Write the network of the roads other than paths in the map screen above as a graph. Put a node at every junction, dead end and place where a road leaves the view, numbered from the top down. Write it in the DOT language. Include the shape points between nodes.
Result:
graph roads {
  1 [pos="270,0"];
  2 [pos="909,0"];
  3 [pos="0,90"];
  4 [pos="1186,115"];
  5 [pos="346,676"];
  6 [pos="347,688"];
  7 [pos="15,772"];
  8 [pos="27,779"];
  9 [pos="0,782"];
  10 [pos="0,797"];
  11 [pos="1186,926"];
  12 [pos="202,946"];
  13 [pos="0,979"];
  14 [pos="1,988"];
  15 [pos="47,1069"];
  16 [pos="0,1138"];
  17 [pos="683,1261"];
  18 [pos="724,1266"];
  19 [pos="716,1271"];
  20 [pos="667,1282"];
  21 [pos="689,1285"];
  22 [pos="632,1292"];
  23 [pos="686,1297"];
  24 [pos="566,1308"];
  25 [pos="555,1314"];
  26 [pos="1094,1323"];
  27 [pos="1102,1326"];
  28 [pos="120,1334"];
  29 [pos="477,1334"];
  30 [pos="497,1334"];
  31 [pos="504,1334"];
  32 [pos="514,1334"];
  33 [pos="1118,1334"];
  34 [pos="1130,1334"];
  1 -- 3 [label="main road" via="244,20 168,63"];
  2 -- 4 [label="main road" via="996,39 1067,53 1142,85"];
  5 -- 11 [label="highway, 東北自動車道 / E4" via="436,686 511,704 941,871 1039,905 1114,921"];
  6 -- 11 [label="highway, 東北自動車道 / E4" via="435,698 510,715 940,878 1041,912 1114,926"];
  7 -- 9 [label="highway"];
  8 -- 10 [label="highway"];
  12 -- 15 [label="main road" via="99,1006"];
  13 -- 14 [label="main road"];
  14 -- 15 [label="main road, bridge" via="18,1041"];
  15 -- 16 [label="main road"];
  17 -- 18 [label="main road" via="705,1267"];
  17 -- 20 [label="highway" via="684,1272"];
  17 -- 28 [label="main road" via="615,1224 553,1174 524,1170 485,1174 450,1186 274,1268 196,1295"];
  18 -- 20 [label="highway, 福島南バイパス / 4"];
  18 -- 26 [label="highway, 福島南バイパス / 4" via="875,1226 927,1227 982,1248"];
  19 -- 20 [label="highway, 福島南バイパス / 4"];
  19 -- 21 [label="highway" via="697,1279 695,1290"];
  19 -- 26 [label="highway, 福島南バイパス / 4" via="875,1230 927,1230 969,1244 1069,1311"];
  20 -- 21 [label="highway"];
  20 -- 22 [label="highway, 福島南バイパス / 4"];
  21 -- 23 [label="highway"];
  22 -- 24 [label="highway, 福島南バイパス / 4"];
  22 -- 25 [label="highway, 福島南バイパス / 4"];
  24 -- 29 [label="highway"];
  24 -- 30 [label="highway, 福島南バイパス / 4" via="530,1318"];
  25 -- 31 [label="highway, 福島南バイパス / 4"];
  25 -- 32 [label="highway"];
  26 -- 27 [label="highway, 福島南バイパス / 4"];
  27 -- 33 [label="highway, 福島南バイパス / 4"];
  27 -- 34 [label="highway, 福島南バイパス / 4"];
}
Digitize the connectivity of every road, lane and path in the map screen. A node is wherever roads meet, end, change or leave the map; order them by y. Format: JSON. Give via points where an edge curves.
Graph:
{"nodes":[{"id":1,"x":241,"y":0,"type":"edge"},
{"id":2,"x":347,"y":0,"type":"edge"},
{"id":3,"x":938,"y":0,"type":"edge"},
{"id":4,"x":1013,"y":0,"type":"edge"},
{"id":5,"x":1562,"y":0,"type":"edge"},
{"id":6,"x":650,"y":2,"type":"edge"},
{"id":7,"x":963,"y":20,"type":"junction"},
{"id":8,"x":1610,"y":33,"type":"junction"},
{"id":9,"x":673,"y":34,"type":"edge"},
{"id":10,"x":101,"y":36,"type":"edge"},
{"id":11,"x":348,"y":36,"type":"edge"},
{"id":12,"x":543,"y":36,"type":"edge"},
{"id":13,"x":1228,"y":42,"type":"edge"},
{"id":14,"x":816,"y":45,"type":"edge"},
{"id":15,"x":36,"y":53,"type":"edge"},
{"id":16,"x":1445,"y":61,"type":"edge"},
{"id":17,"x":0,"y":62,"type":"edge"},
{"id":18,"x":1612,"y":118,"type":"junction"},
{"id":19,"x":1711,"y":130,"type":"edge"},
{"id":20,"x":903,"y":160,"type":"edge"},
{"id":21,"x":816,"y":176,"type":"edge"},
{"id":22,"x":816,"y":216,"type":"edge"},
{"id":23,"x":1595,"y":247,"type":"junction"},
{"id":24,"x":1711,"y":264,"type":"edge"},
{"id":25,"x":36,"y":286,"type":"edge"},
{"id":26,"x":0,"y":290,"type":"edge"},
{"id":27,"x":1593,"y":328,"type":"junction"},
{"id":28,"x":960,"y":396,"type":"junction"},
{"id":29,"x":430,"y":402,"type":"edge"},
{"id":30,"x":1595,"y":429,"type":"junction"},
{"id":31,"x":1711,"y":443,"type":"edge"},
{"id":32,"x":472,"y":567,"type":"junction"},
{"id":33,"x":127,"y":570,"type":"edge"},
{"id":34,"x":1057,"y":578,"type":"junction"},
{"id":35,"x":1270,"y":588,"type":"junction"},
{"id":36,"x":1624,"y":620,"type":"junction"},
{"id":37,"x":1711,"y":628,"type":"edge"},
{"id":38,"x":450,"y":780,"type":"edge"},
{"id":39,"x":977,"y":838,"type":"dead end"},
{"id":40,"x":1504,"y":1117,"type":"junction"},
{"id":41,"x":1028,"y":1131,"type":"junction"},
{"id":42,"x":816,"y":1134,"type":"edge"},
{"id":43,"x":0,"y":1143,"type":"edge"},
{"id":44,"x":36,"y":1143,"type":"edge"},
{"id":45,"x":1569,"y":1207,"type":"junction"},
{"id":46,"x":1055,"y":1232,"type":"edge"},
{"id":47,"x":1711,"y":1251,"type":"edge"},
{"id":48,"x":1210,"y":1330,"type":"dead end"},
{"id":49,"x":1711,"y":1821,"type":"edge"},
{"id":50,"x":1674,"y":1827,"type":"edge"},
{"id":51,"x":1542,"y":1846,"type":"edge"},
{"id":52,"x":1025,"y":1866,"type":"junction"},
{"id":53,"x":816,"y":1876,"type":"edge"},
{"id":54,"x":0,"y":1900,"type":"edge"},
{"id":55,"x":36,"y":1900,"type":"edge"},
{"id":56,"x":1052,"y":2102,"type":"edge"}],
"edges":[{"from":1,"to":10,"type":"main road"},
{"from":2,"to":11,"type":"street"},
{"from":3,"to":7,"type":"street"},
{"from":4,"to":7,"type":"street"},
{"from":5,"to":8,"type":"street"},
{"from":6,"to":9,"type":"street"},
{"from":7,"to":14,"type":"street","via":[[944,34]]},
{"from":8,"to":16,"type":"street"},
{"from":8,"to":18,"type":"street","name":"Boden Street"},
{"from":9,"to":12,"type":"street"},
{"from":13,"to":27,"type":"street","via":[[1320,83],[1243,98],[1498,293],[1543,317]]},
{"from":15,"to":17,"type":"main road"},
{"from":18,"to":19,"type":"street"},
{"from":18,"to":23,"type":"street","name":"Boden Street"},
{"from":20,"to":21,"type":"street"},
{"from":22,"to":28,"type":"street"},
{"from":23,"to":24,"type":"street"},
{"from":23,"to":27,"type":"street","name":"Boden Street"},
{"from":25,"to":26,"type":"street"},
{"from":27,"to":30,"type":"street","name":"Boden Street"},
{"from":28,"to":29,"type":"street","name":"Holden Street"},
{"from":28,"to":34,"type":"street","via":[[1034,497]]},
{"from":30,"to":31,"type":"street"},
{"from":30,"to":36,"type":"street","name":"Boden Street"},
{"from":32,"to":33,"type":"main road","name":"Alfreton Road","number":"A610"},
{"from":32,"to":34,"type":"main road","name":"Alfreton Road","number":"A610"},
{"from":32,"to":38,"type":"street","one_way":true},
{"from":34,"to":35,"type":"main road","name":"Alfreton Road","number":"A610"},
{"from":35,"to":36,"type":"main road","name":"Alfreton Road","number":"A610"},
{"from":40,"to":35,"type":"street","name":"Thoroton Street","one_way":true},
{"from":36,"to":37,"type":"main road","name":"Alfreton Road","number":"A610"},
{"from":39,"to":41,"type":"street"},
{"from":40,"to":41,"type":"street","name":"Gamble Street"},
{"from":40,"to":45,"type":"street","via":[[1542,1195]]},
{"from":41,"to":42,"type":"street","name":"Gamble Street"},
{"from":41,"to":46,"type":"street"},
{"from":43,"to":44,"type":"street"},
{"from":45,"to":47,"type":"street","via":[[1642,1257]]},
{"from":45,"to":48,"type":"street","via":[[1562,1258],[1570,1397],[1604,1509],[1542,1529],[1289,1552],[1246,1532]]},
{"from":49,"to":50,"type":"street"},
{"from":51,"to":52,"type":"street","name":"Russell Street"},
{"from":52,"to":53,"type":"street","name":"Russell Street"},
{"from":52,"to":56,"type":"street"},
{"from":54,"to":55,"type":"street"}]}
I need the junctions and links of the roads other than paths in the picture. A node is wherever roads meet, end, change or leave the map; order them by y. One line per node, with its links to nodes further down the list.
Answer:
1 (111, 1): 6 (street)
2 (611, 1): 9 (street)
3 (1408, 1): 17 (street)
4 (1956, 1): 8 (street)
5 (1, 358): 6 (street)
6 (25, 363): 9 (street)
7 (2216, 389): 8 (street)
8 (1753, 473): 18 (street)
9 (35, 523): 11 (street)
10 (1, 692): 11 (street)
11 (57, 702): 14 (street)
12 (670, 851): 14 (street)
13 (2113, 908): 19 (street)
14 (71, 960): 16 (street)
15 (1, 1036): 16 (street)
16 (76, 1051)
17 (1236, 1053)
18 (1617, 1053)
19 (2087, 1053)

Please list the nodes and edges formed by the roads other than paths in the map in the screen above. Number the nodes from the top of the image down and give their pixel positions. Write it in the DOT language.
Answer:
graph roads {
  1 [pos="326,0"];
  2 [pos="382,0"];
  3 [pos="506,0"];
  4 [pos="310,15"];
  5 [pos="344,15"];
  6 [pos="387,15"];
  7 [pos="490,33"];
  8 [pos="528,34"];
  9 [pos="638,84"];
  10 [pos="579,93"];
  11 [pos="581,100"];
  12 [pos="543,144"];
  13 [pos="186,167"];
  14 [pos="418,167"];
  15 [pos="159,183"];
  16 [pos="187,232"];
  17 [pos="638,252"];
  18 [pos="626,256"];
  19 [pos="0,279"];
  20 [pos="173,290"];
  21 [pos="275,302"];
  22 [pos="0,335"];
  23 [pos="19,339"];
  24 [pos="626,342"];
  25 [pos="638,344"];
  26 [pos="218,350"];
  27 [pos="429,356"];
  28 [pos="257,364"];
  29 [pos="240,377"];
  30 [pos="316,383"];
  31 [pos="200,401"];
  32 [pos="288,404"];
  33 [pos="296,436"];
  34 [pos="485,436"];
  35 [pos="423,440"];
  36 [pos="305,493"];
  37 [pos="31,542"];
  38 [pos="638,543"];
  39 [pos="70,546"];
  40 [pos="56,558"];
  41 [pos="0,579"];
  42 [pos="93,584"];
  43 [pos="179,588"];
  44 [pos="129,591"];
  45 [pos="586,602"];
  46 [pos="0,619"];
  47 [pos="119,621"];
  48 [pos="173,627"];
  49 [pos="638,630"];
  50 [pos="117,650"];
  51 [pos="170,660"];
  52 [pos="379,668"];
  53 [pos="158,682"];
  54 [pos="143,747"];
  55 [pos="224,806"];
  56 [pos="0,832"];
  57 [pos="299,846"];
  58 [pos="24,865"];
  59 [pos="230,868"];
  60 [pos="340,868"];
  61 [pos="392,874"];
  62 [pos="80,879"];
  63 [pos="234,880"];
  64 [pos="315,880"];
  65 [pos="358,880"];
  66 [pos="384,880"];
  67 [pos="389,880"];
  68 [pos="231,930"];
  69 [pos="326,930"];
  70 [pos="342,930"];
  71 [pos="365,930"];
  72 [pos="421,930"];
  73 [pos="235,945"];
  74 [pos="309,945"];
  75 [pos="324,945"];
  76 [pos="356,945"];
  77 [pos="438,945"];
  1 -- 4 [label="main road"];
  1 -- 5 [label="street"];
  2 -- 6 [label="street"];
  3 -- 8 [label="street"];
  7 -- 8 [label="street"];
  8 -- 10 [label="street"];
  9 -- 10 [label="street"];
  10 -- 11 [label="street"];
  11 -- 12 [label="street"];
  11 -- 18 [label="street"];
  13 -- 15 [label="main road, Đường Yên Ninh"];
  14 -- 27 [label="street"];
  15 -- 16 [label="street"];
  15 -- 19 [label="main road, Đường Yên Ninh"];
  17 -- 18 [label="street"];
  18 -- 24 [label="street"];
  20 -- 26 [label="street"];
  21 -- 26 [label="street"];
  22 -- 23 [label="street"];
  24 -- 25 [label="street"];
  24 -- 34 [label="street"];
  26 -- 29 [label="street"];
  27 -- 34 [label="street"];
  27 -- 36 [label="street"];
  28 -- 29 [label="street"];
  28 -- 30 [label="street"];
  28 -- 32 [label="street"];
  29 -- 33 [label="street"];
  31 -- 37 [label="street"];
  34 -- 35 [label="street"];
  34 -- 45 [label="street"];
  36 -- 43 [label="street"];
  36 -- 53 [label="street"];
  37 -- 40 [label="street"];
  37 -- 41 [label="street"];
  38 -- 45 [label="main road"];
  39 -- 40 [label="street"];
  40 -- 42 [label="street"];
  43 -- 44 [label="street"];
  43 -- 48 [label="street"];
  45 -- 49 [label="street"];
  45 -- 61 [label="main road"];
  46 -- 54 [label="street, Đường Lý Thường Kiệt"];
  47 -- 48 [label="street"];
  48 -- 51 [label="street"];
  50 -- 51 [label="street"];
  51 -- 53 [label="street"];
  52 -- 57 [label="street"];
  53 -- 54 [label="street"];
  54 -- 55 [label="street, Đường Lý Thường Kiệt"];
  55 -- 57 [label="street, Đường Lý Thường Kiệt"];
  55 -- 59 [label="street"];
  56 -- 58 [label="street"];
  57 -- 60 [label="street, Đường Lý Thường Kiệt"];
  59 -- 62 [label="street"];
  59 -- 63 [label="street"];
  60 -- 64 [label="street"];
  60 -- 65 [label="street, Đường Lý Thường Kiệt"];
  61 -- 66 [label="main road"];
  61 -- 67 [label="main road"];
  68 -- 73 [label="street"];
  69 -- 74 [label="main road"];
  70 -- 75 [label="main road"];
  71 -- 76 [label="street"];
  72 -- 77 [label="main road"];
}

ACTIVITY ->
Among the lines above, find those holding "Thường" and copy each one.

ANSWER FOR THE TASK ->
  46 -- 54 [label="street, Đường Lý Thường Kiệt"];
  54 -- 55 [label="street, Đường Lý Thường Kiệt"];
  55 -- 57 [label="street, Đường Lý Thường Kiệt"];
  57 -- 60 [label="street, Đường Lý Thường Kiệt"];
  60 -- 65 [label="street, Đường Lý Thường Kiệt"];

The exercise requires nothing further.